The latest difficulty adjustment, effective at block height 804,384; increased mining difficulty by 6.17%. In this overview, we’ll analyze the effects on mining and profitability.
After a brief period of relative stability, Bitcoin’s hashrate reached yet another all-time high.
This shouldn’t come as a surprise, as it coincides with a historical trend regarding the Bitcoin mining ecosystem: hashrate tends to follow price with a few weeks of lag.
However, timing didn’t really play out for miners this time. Just when they were catching up with Bitcoin’s rally to $30K, they were hit with a strong correction back to $26K.
Despite this, hashrate at the time of the adjustment still managed to average 397.74 EH/s — a new all time-high for difficulty adjustments — and keeps growing as we approach the next mining epoch.
Naturally, a new hashrate all-time high has also led to a new high in difficulty.
Indeed, mining a new Bitcoin block has become 6.17% more difficult.

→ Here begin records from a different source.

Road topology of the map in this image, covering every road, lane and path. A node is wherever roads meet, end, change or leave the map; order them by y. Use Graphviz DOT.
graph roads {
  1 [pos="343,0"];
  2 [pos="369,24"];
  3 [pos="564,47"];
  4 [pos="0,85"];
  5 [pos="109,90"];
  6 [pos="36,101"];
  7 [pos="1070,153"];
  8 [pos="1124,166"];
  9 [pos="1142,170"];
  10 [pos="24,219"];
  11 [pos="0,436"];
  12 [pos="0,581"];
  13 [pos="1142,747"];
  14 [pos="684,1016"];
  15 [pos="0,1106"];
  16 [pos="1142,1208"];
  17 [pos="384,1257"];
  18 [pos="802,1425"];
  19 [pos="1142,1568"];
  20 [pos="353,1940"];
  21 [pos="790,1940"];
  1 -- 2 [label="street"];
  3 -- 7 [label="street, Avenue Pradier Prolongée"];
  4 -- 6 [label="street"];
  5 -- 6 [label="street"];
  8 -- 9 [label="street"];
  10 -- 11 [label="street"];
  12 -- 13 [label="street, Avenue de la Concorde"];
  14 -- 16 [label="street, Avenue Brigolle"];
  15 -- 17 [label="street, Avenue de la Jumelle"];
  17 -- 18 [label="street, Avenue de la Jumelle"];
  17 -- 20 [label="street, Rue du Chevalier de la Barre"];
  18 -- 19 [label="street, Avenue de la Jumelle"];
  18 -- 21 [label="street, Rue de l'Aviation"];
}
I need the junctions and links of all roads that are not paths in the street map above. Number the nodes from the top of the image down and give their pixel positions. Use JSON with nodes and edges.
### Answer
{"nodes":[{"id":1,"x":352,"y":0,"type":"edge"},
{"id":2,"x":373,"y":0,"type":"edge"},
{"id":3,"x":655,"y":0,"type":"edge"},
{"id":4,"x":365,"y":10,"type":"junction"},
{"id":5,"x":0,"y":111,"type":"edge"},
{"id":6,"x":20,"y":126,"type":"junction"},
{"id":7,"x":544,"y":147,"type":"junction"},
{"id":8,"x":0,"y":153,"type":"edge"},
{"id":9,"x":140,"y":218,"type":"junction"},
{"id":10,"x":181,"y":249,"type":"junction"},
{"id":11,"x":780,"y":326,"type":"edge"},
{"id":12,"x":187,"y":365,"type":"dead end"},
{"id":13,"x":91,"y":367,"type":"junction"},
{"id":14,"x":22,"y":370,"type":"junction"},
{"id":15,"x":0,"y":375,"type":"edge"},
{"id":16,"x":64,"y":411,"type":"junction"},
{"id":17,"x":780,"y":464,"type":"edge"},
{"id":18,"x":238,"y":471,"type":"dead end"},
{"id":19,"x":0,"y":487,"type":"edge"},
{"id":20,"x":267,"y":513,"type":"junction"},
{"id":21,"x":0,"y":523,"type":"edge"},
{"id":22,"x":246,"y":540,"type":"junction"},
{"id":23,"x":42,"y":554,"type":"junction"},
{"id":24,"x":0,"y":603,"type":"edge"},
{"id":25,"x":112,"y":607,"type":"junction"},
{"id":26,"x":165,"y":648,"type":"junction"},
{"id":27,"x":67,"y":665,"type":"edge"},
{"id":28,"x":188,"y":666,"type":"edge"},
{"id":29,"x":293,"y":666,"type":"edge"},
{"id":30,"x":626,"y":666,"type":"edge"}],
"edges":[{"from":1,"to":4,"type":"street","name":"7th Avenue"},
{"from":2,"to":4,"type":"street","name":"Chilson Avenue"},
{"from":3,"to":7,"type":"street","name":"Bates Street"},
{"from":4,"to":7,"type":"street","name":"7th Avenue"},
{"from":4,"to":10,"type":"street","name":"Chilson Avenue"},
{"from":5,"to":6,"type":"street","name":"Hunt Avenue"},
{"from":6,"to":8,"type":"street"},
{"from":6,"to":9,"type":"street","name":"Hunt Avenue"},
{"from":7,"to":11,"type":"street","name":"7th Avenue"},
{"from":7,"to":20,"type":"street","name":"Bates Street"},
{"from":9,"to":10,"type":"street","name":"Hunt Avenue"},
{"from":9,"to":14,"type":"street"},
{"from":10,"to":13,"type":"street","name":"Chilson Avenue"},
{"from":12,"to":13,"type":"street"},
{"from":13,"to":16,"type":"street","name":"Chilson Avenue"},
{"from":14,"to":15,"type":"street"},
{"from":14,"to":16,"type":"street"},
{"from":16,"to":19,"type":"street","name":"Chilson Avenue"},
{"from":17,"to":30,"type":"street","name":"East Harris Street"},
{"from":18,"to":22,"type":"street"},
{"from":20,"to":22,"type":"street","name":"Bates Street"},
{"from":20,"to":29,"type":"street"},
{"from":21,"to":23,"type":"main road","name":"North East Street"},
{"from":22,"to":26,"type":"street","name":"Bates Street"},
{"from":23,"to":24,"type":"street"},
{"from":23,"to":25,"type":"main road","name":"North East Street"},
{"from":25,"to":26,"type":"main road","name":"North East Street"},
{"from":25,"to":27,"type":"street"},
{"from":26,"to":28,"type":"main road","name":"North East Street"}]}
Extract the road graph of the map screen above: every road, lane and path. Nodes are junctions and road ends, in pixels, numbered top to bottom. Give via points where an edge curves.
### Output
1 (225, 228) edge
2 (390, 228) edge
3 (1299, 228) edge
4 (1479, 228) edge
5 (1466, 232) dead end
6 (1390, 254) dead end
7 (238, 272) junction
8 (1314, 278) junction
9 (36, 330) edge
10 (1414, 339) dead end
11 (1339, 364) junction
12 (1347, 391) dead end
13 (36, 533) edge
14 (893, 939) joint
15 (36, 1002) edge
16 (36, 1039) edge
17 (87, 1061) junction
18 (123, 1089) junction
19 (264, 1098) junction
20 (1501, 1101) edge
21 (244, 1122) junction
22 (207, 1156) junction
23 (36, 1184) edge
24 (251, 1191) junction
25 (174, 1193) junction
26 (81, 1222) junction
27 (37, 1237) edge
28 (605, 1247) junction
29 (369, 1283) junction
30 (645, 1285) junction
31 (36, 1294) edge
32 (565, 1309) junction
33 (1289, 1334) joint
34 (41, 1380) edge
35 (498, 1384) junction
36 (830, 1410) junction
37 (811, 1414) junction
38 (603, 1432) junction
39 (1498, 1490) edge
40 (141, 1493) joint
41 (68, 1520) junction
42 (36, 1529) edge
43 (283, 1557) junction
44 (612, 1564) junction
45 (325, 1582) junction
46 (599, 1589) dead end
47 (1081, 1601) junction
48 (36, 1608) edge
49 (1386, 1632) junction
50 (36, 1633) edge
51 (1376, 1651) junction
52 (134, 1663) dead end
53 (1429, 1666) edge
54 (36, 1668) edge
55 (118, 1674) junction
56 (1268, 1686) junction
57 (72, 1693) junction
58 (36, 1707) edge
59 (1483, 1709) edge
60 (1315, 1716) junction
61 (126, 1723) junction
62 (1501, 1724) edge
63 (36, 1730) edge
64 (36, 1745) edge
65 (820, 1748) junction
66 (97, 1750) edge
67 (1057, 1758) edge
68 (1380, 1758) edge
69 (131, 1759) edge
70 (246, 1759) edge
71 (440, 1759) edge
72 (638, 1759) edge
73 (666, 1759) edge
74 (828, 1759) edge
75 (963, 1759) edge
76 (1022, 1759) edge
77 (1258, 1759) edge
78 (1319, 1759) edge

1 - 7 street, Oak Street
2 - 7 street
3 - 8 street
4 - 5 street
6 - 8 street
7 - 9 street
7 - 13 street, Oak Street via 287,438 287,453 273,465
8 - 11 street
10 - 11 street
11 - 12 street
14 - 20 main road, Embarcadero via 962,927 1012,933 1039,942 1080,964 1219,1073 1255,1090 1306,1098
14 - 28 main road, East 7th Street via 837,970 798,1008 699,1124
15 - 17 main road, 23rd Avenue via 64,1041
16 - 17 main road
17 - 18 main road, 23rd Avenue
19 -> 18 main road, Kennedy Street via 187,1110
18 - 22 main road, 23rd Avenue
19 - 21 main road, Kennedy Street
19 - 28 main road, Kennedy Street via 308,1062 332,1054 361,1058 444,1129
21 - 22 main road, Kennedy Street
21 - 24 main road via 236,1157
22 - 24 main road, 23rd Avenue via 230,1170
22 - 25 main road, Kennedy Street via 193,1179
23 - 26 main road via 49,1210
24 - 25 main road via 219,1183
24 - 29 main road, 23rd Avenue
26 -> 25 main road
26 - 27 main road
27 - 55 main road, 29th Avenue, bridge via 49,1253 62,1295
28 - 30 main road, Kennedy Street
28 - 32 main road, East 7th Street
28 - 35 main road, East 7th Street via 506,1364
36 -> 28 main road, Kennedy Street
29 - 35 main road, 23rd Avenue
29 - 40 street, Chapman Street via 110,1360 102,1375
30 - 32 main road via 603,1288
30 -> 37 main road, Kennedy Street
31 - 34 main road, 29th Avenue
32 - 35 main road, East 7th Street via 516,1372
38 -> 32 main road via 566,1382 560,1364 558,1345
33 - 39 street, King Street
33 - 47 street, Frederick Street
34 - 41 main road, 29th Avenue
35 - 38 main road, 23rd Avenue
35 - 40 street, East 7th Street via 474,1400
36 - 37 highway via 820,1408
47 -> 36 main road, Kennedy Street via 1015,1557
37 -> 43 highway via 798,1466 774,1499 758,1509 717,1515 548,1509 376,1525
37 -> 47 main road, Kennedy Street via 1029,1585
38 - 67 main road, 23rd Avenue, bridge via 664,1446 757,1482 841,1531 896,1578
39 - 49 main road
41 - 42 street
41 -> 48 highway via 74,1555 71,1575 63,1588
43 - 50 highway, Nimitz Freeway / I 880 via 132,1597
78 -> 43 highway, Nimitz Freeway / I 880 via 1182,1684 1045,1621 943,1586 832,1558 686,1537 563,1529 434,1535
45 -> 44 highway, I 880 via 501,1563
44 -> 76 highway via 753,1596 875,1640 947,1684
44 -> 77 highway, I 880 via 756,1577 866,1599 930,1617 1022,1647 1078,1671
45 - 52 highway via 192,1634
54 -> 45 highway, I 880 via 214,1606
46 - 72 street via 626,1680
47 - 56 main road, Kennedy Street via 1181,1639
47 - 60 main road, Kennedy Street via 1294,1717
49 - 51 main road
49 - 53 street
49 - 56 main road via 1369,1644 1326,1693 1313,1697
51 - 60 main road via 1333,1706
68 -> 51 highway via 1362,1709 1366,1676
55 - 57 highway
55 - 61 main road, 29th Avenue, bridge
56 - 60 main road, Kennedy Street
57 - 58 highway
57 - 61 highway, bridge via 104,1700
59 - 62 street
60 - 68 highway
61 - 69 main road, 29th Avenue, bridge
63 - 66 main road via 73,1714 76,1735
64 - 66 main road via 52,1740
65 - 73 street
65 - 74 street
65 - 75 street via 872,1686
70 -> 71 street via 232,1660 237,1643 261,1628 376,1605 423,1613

Difficulty is now sitting at 55.62T — its maximum level ever.
The two factors with the heaviest weight on Bitcoin mining profitability are price action and mining difficulty.
Bitcoin’s price determines the dollar value of miners’ proceeds. Difficulty, on the other hand, determines the earning rate.
In this particular adjustment, both these factors coincided to make profitability plummet. Bitcoin’s price dropped, while difficulty increased.
Therefore, hashprice — the amount of dollars miners make per terahash produced per second, decreased from $0.071 to $0.061 — lows unseen since March. This constitutes a whopping 14.08% drop.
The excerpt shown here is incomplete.